• [What you will do] Read through the entries below and copy each line where "main" turns up.

(Extracted data entries)
# # # #

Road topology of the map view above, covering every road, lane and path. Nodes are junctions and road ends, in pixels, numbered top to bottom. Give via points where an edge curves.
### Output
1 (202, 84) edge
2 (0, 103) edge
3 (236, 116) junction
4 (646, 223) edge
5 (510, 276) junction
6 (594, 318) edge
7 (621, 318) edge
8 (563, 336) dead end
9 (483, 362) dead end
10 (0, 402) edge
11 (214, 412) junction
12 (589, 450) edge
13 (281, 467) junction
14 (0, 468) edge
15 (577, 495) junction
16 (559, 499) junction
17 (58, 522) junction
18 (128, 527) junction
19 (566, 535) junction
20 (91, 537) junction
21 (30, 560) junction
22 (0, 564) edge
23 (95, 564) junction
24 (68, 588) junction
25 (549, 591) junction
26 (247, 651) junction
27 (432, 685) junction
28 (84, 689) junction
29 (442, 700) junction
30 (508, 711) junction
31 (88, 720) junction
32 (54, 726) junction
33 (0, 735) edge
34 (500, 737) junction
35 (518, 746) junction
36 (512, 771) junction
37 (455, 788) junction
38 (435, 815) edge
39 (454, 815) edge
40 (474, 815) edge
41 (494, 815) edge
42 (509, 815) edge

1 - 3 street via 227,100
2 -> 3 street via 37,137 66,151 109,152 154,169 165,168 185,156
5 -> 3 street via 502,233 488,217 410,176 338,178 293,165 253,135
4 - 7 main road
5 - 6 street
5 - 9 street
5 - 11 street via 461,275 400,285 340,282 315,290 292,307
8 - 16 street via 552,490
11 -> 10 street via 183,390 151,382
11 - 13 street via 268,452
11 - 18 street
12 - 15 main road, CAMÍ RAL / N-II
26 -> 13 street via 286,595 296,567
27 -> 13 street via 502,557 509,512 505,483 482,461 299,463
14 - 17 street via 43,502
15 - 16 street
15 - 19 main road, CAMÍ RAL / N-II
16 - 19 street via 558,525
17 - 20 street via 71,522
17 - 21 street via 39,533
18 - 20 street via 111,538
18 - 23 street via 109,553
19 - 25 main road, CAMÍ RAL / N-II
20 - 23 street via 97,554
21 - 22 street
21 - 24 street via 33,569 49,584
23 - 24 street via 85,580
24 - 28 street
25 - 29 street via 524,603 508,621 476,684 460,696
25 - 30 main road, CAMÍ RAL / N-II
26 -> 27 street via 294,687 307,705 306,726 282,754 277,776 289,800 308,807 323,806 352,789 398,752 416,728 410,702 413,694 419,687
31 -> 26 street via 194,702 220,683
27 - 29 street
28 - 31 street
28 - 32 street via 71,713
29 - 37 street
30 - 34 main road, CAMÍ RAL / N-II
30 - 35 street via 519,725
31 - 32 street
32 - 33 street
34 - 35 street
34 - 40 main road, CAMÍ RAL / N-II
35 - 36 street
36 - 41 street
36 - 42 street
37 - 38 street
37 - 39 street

# # # #

• [Answer to this problem]
4 - 7 main road
12 - 15 main road, CAMÍ RAL / N-II
15 - 19 main road, CAMÍ RAL / N-II
19 - 25 main road, CAMÍ RAL / N-II
25 - 30 main road, CAMÍ RAL / N-II
30 - 34 main road, CAMÍ RAL / N-II
34 - 40 main road, CAMÍ RAL / N-II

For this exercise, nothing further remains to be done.